As also Model 3 will have needed Autopilot HW 2.0 on bord (cameras, sensors and NVidia Drive XP2 computing platform), these electronics might consume a certain amount of battery power (appr. 0,3 kWh for XP2 only). Means, this would reduce driving range of the car for systems, you do not use that time.

Are there provisions to avoid waste of not needed energy - e.g. an intelligent ECO mode ?

dsvick | 20 mars 2017

No, at least not on the model S or X and likely not on the model 3. Even over the course of a several hour long drive I can't see those things reducing your range by any appreciable fraction of a percentage.

andy.connor.e | 20 mars 2017

It will drain your battery just like headlights, stereo system, navigation, wipers, seat heaters.....

It depends what you mean by significant. If we are talking more than 5% of your total battery over the course of a 100%-10% drain, Thats probably accurate. Maybe even close to 10% if you're a heavy A/C or heat user who loves loud music and doesnt want to drive. Running all that stuff at the same time will drain power.

Not much different from a gas car. Just you get to sit there watching the % battery go down instead of a rather inaccurate needle.

Carl Thompson | 20 mars 2017

rennerfra:
"these electronics might consume a certain amount of battery power (appr. 0,3 kWh for XP2 only)."
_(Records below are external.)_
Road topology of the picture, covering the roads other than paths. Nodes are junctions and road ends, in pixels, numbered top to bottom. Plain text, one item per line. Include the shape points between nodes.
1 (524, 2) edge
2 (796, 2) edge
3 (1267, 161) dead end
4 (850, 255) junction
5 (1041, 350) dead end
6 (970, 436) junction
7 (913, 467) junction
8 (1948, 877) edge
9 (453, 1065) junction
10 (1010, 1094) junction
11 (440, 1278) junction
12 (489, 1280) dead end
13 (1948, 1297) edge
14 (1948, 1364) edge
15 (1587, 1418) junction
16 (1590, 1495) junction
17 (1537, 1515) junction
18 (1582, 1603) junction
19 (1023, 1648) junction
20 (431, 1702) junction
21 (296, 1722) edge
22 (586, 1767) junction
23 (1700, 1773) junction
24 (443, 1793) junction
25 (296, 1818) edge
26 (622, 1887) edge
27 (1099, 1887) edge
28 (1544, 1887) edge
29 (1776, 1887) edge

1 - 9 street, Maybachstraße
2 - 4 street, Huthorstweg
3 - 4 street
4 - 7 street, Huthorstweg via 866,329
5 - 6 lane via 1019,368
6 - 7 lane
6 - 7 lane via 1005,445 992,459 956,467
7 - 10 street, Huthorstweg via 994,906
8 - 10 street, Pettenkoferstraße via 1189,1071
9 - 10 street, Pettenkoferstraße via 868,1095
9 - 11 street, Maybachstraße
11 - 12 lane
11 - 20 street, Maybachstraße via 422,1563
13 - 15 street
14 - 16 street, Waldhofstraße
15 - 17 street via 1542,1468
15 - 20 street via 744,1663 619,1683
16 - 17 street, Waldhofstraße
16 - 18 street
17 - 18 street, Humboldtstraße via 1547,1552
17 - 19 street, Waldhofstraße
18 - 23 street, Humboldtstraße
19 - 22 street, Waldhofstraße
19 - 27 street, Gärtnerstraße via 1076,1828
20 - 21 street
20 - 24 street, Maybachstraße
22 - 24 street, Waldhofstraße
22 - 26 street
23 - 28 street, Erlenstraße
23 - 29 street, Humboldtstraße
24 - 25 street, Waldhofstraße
[Assuming you mean 0.3kW not kWh]

300 watts (0.3kW) sounds a bit high for the Autopilot electronics and cameras. I'd guess maybe 100 - 150 watts.

Considering at 70 MPH the car probably uses around 25,000 watts I don't think an extra 100 watts here or there is a big deal.

Carl

topher | 20 mars 2017

"these electronics might consume a certain amount of battery power (appr. 0,3 kWh for XP2 only).

0.3 kWh is an amount of energy, not an amount of power. Do you mean 300W? If so, and the car uses 300Wh/mile at 60mph, that means 1 part in 60 of the energy will go to those things (1.6%)

Thank you kindly

Carl Thompson | 20 mars 2017

topher:
" Do you mean 300W? If so, and the car uses 300Wh/mile at 60mph, that means 1 part in 60 of the energy will go to those things (1.6%)"

"300Wh/mile at 60mph"

That is an extremely bizarre and confusing way to write "18,000 watts." Why on earth are you using Wh/mi units in a comparison to watts? Where did you even get that figure? Just curious.

Carl

rennerfra | 21 mars 2017

Thanks for commenting my point - by the way: it's NVidia Drive PX2 (not XP2) + you can read in spec: up to 300W power consumption.

Hint: autopilot power consumption is just an example - there are lots of power consumers in EVs, which will reduce the driving range. Summed up, this might be markable...

Carl Thompson | 21 mars 2017

I don't think any of those little power consumers is a big deal when just moving the car at freeway speeds takes 20,000 watts or more. And the same is true for gas-powered cars. All of those things detract from the fuel economy of the car. The typical big one is the air conditioner. It reduces the efficiency of both gas-powered and electric cars by several percent. Electric cars also have the very big drain of resistive heating which can reduce efficiency up to about 30% or so. Gas-powered cars don't have that particular inefficiency as they recycle waste heat from the ICE.

Carl

Carl

Haggy | 24 mars 2017

This reminds me of a thread from a couple of years ago when a Model S owner showed his car to a neighbor, who questioned whether the radio could be used. The neighbor was convinced that it couldn't or it would drain the battery. Chances are his daddy told him when he was young that leaving the radio on without the engine running would drain the battery. He didn't seem to be able to grasp that the amount of energy needed to power a radio is tiny compared to the amount needed to get over 4000 lbs of car moving at speeds of 70 mph for hundreds of miles. The Model S 85 has 7104 cells, and one of them would have been adequate to run the radio.

A laptop computer typically uses six 18650 cells. That could easily power the computer for three hours, which is probably more than the amount of time that a car will go between superchargers on a long trip. For shorter trips and local driving, there will be so much remaining battery capacity that it won't factor in. That's roughly 0.0% of a Model S 85's battery pack that goes toward the computer. If you want to go out another decimal place, it might be 0.04%.

In other words, I wouldn't worry about it.